Computational Screening of Ti3C2TX MXene by Controlling the Functionalized Catalyst for NH3 Gas Sensor

First‐principles calculations are used to research the adsorption behavior of ammonia on Ti 3 C 2 O 2 , Ti 3 C 2 F 2 , Ti 3 C 2 H 2 , Ti 3 C 2 S 2 , and Ti 3 C 2 Cl 2 . Herein, a total of four special adsorption sites α , β , γ , and δ are considered. The adsorption energy, charge transfer, and electronic properties of the gas‐adsorption system are calculated, and the better adsorption sites and adsorption functional groups of ammonia on Ti 3 C 2 T X with different functional groups are studied. The results show that the best adsorption positions of ammonia on Ti 3 C 2 O 2 , Ti 3 C 2 F 2 , Ti 3 C 2 H 2 , Ti 3 C 2 S 2 , and Ti 3 C 2 Cl 2 are all α position.
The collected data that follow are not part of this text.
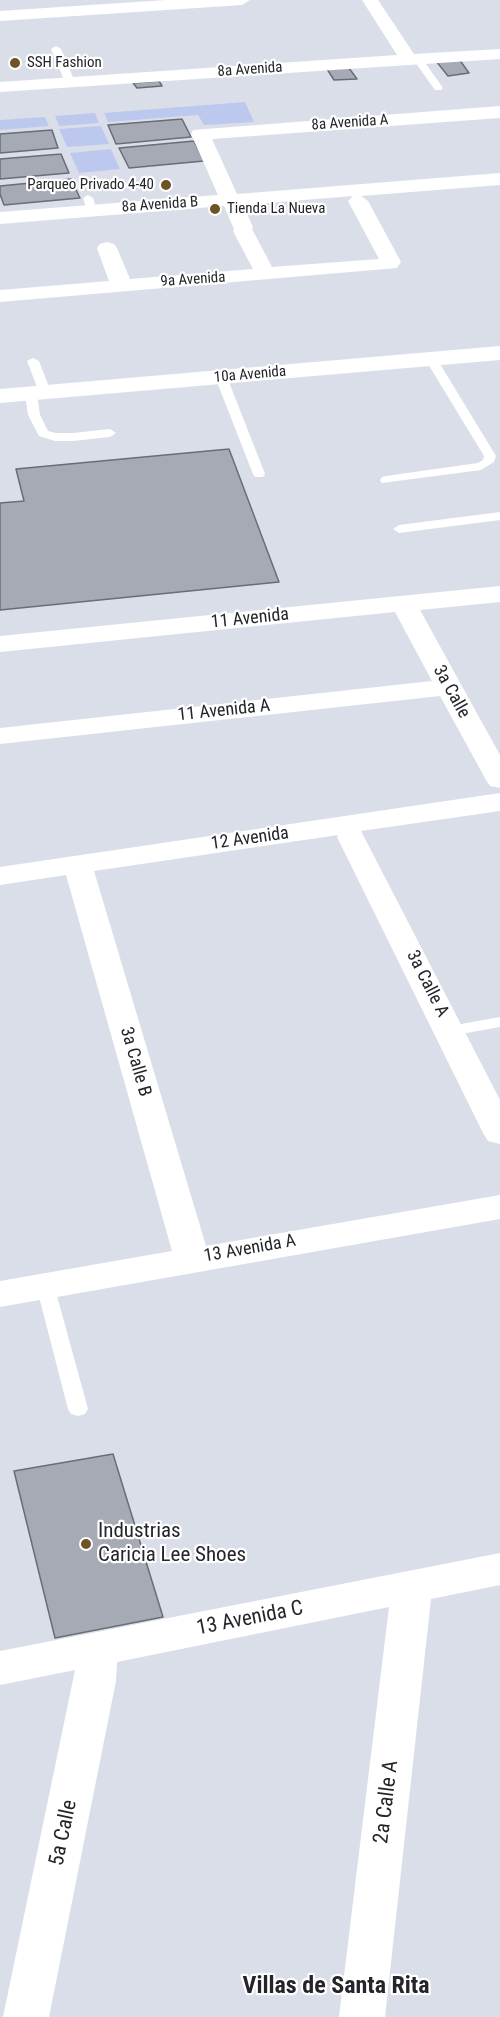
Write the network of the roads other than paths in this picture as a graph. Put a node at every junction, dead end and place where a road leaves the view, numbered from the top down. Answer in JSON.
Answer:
{"nodes":[{"id":1,"x":242,"y":0,"type":"edge"},
{"id":2,"x":370,"y":0,"type":"edge"},
{"id":3,"x":0,"y":16,"type":"edge"},
{"id":4,"x":57,"y":49,"type":"dead end"},
{"id":5,"x":500,"y":54,"type":"edge"},
{"id":6,"x":413,"y":60,"type":"junction"},
{"id":7,"x":70,"y":82,"type":"junction"},
{"id":8,"x":0,"y":87,"type":"edge"},
{"id":9,"x":438,"y":88,"type":"dead end"},
{"id":10,"x":500,"y":112,"type":"edge"},
{"id":11,"x":500,"y":179,"type":"edge"},
{"id":12,"x":230,"y":200,"type":"junction"},
{"id":13,"x":358,"y":201,"type":"dead end"},
{"id":14,"x":0,"y":218,"type":"edge"},
{"id":15,"x":107,"y":248,"type":"dead end"},
{"id":16,"x":266,"y":275,"type":"junction"},
{"id":17,"x":122,"y":286,"type":"junction"},
{"id":18,"x":0,"y":296,"type":"edge"},
{"id":19,"x":500,"y":353,"type":"edge"},
{"id":20,"x":431,"y":359,"type":"junction"},
{"id":21,"x":33,"y":361,"type":"dead end"},
{"id":22,"x":221,"y":377,"type":"junction"},
{"id":23,"x":38,"y":393,"type":"junction"},
{"id":24,"x":0,"y":396,"type":"edge"},
{"id":25,"x":110,"y":433,"type":"dead end"},
{"id":26,"x":259,"y":474,"type":"dead end"},
{"id":27,"x":386,"y":480,"type":"dead end"},
{"id":28,"x":500,"y":516,"type":"edge"},
{"id":29,"x":399,"y":529,"type":"dead end"},
{"id":30,"x":500,"y":594,"type":"edge"},
{"id":31,"x":403,"y":603,"type":"junction"},
{"id":32,"x":0,"y":644,"type":"edge"},
{"id":33,"x":449,"y":687,"type":"junction"},
{"id":34,"x":0,"y":736,"type":"edge"},
{"id":35,"x":500,"y":780,"type":"edge"},
{"id":36,"x":500,"y":802,"type":"edge"},
{"id":37,"x":351,"y":837,"type":"dead end"},
{"id":38,"x":78,"y":864,"type":"junction"},
{"id":39,"x":0,"y":876,"type":"edge"},
{"id":40,"x":500,"y":1022,"type":"edge"},
{"id":41,"x":450,"y":1031,"type":"junction"},
{"id":42,"x":500,"y":1133,"type":"edge"},
{"id":43,"x":500,"y":1207,"type":"edge"},
{"id":44,"x":192,"y":1259,"type":"junction"},
{"id":45,"x":45,"y":1285,"type":"junction"},
{"id":46,"x":0,"y":1293,"type":"edge"},
{"id":47,"x":78,"y":1409,"type":"dead end"},
{"id":48,"x":500,"y":1569,"type":"edge"},
{"id":49,"x":412,"y":1586,"type":"junction"},
{"id":50,"x":98,"y":1649,"type":"junction"},
{"id":51,"x":0,"y":1668,"type":"edge"},
{"id":52,"x":26,"y":2017,"type":"edge"},
{"id":53,"x":362,"y":2017,"type":"edge"}],
"edges":[{"from":1,"to":3,"type":"street"},
{"from":2,"to":6,"type":"street"},
{"from":4,"to":7,"type":"lane"},
{"from":5,"to":6,"type":"street","name":"8a Avenida"},
{"from":6,"to":7,"type":"street","name":"8a Avenida"},
{"from":6,"to":9,"type":"lane"},
{"from":7,"to":8,"type":"street","name":"8a Avenida"},
{"from":10,"to":12,"type":"street","name":"8a Avenida A"},
{"from":11,"to":12,"type":"street","name":"8a Avenida B"},
{"from":12,"to":14,"type":"street","name":"8a Avenida B"},
{"from":12,"to":16,"type":"street"},
{"from":13,"to":16,"type":"street","name":"9a Avenida"},
{"from":15,"to":17,"type":"street"},
{"from":16,"to":17,"type":"street","name":"9a Avenida"},
{"from":17,"to":18,"type":"street","name":"9a Avenida"},
{"from":19,"to":20,"type":"street","name":"10a Avenida"},
{"from":20,"to":22,"type":"street","name":"10a Avenida"},
{"from":20,"to":27,"type":"lane"},
{"from":21,"to":23,"type":"lane"},
{"from":22,"to":23,"type":"street","name":"10a Avenida"},
{"from":22,"to":26,"type":"lane"},
{"from":23,"to":24,"type":"street","name":"10a Avenida"},
{"from":23,"to":25,"type":"lane"},
{"from":28,"to":29,"type":"lane"},
{"from":30,"to":31,"type":"street","name":"11 Avenida"},
{"from":31,"to":32,"type":"street","name":"11 Avenida"},
{"from":31,"to":33,"type":"street","name":"3a Calle"},
{"from":33,"to":34,"type":"street","name":"11 Avenida A"},
{"from":33,"to":35,"type":"street","name":"3a Calle"},
{"from":36,"to":38,"type":"street","name":"12 Avenida"},
{"from":37,"to":41,"type":"street","name":"3a Calle A"},
{"from":38,"to":39,"type":"street","name":"12 Avenida"},
{"from":38,"to":44,"type":"street","name":"3a Calle B"},
{"from":40,"to":41,"type":"lane"},
{"from":41,"to":42,"type":"street","name":"3a Calle A"},
{"from":43,"to":44,"type":"street","name":"13 Avenida A"},
{"from":44,"to":45,"type":"street","name":"13 Avenida A"},
{"from":45,"to":46,"type":"street","name":"13 Avenida A"},
{"from":45,"to":47,"type":"lane"},
{"from":48,"to":49,"type":"street","name":"13 Avenida C"},
{"from":49,"to":50,"type":"street","name":"13 Avenida C"},
{"from":49,"to":53,"type":"street","name":"2a Calle A"},
{"from":50,"to":51,"type":"street","name":"13 Avenida C"},
{"from":50,"to":52,"type":"street","name":"5a Calle"}]}
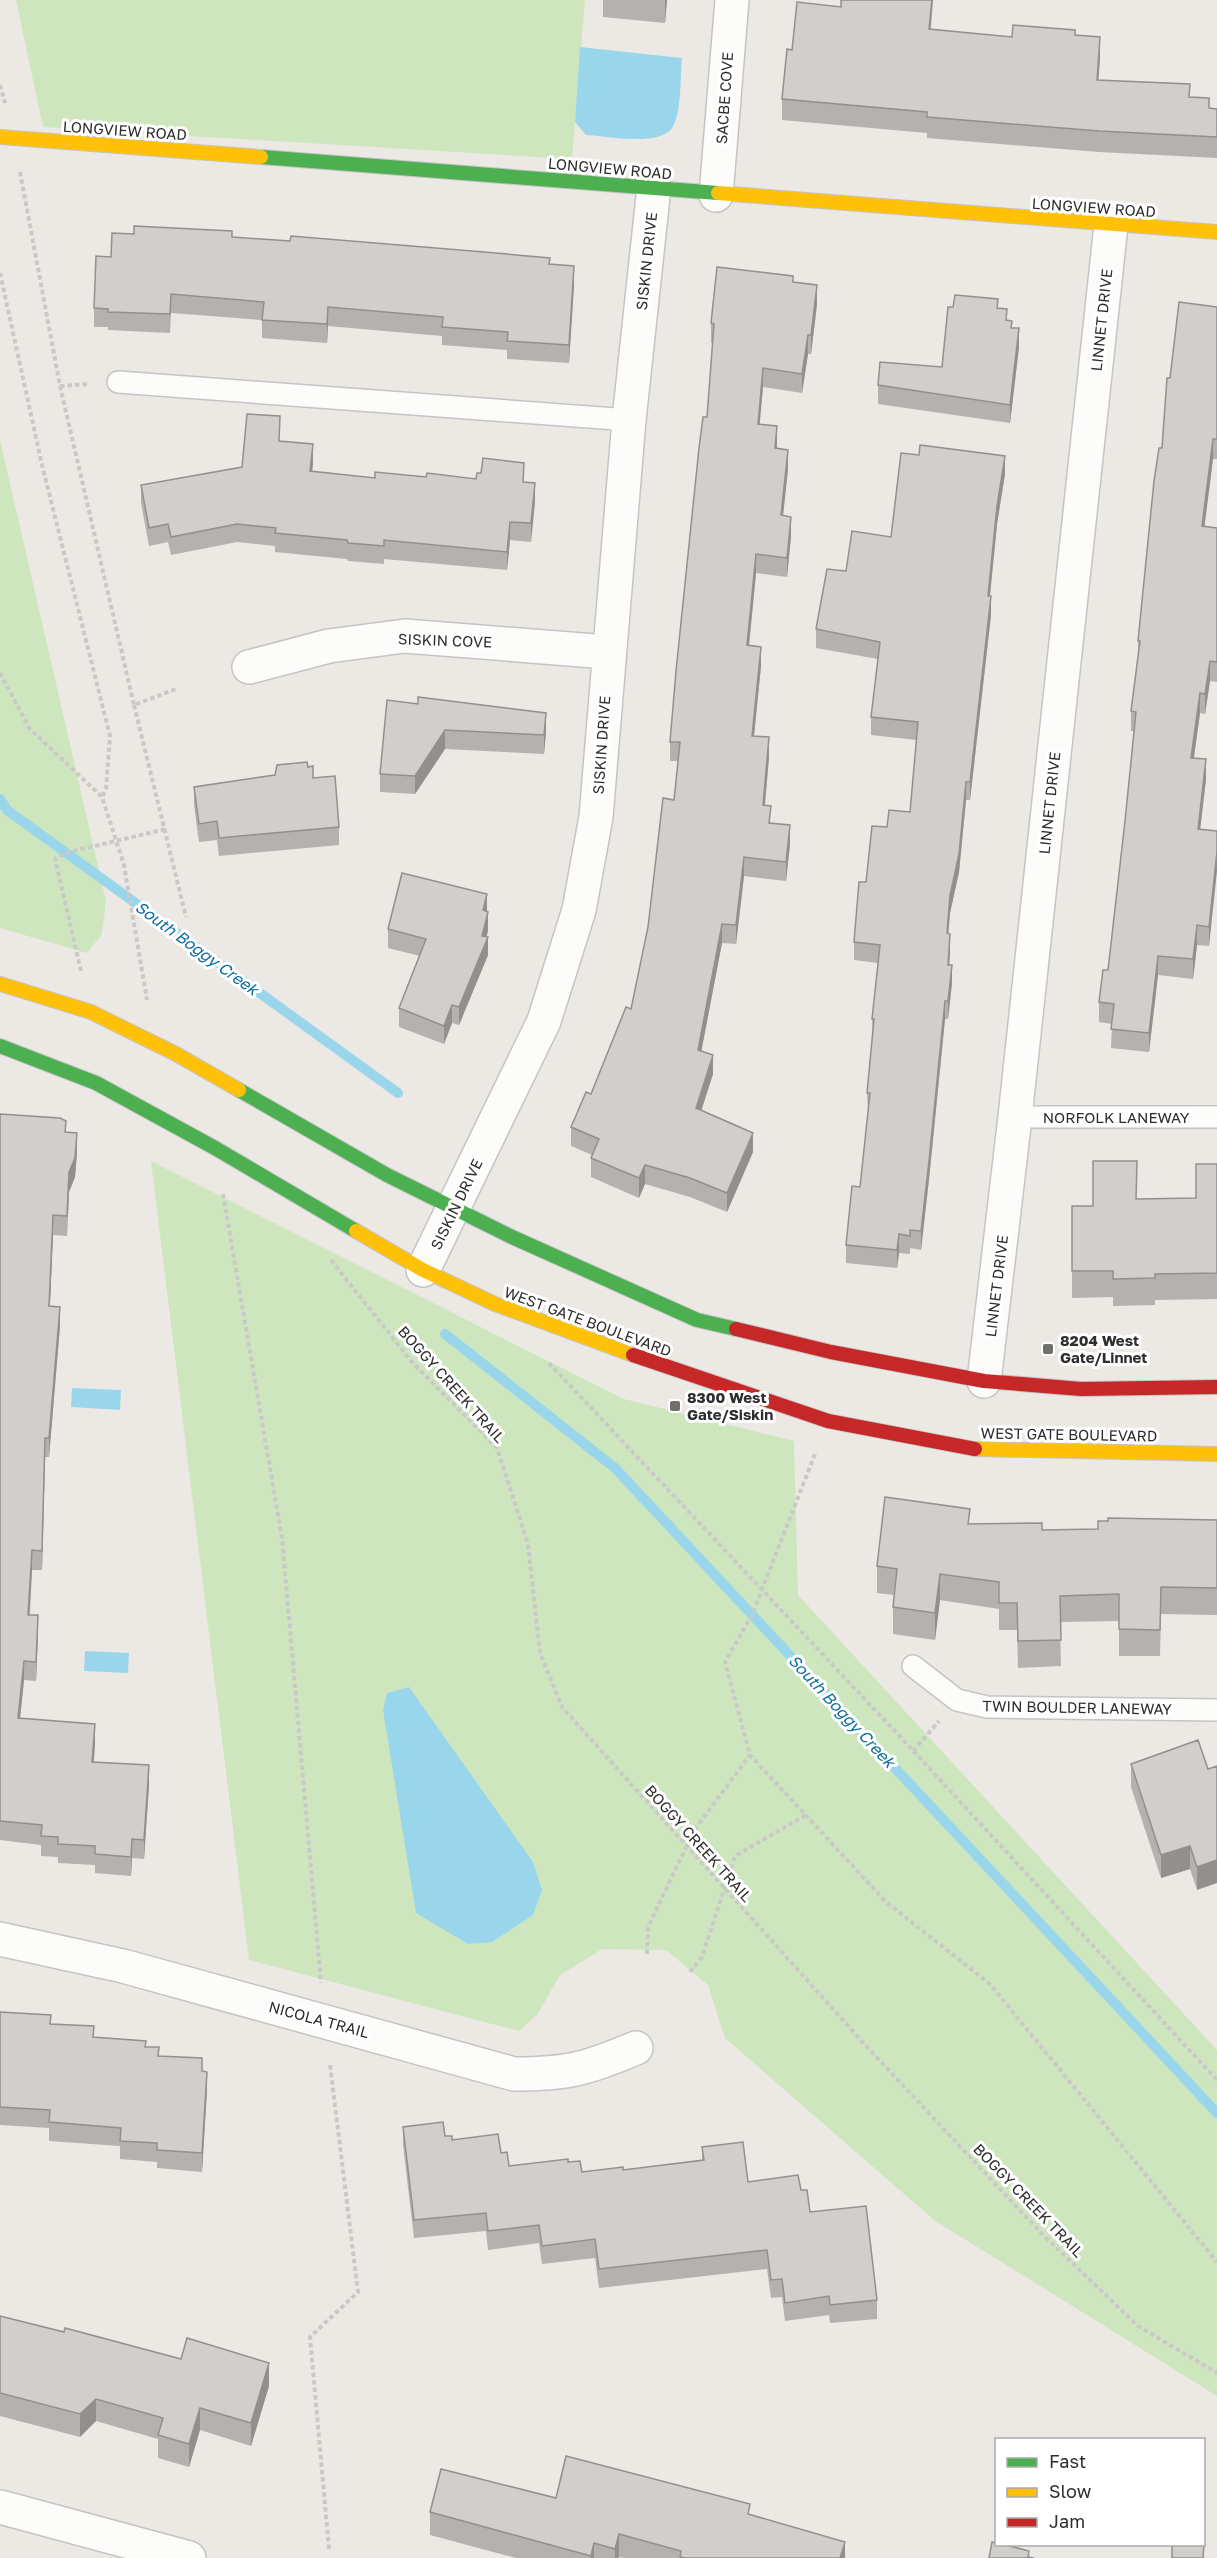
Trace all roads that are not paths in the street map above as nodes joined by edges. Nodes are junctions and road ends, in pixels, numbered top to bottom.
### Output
1 (732, 0) edge
2 (7, 137) edge
3 (654, 187) junction
4 (717, 195) junction
5 (1111, 225) junction
6 (1217, 232) edge
7 (118, 382) dead end
8 (629, 420) junction
9 (607, 652) junction
10 (249, 667) dead end
11 (0, 984) edge
12 (0, 1047) edge
13 (1015, 1117) junction
14 (1217, 1117) edge
15 (454, 1209) junction
16 (423, 1270) junction
17 (984, 1381) junction
18 (1217, 1387) edge
19 (1217, 1454) edge
20 (913, 1666) dead end
21 (1217, 1710) edge
22 (0, 1939) edge
23 (636, 2048) dead end
24 (0, 2507) edge
25 (189, 2558) edge

1 - 4 street, SACBE COVE
2 - 3 main road, LONGVIEW ROAD
3 - 4 main road, LONGVIEW ROAD
3 - 8 street, SISKIN DRIVE
4 - 5 main road, LONGVIEW ROAD
5 - 6 main road, LONGVIEW ROAD
5 - 13 street, LINNET DRIVE
7 - 8 lane
8 - 9 street, SISKIN DRIVE
9 - 10 street, SISKIN COVE
9 - 15 street, SISKIN DRIVE
11 - 15 main road
12 - 16 main road, WEST GATE BOULEVARD
13 - 14 lane, NORFOLK LANEWAY
13 - 17 street, LINNET DRIVE
15 - 16 street, SISKIN DRIVE
15 - 17 main road
16 - 19 main road, WEST GATE BOULEVARD
17 - 18 main road
20 - 21 lane, TWIN BOULDER LANEWAY
22 - 23 street, NICOLA TRAIL
24 - 25 street

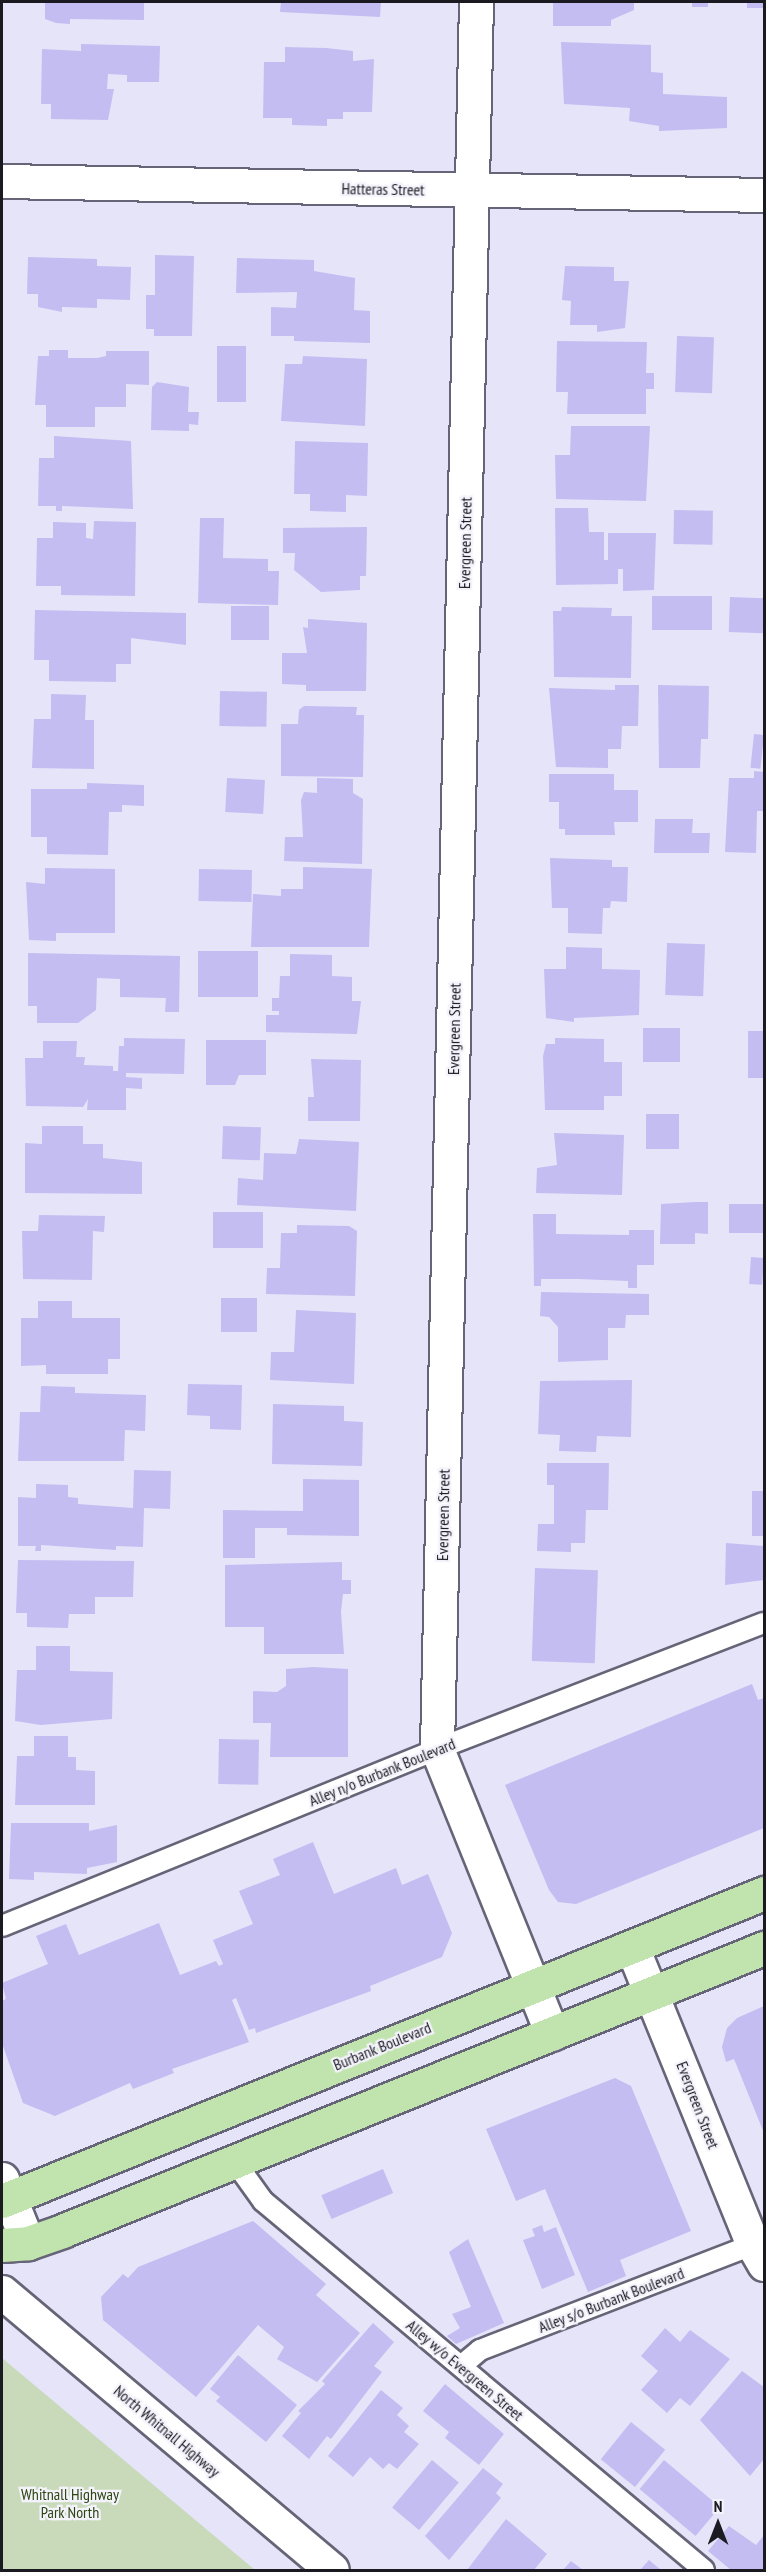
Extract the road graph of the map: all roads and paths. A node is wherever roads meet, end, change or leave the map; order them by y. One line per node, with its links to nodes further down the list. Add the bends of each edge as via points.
1 (476, 2): 3 (street, Evergreen Street)
2 (2, 181): 3 (street, Hatteras Street)
3 (474, 191): 4 (street, Hatteras Street); 6 (street, Evergreen Street)
4 (765, 195)
5 (765, 1623): 6 (lane, Alley n/o Burbank Boulevard)
6 (437, 1749): 8 (lane, Alley n/o Burbank Boulevard); 11 (street, Evergreen Street)
7 (765, 1893): 9 (main road, Burbank Boulevard)
8 (2, 1926)
9 (632, 1947): 11 (main road, Burbank Boulevard); 12 (street, Evergreen Street)
10 (765, 1948): 12 (main road)
11 (532, 1986): 13 (street, Evergreen Street); 15 (main road, Burbank Boulevard)
12 (652, 1994): 13 (main road); 17 (street, Evergreen Street)
13 (552, 2034): 14 (main road)
14 (235, 2162): 16 (main road); 19 (lane, Alley w/o Evergreen Street, via 262,2201)
15 (4, 2192): 16 (street)
16 (15, 2244)
17 (761, 2250): 19 (lane, Alley s/o Burbank Boulevard, via 480,2350)
18 (2, 2292): 20 (street, North Whitnall Highway)
19 (461, 2366): 21 (lane, Alley w/o Evergreen Street)
20 (332, 2571)
21 (704, 2571)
According to the analysis of differential charge density, adsorption energy, and charge transfer of ammonia molecules, the adsorption strength of ammonia molecules on Ti 3 C 2 surfaces modified with different functional groups is Ti 3 C 2 H 2 > Ti 3 C 2 O 2 > Ti 3 C 2 F 2 > Ti 3 C 2 S 2 > Ti 3 C 2 Cl 2 . The ammonia molecule adsorbs on the surface of Ti 3 C 2 H 2 exhibits the strongest adsorption energy (−0.787 eV), but the −H group is more likely to break and form other groups. Therefore, the Ti 3 C 2 surface modified by −O group is more suitable for ammonia detection.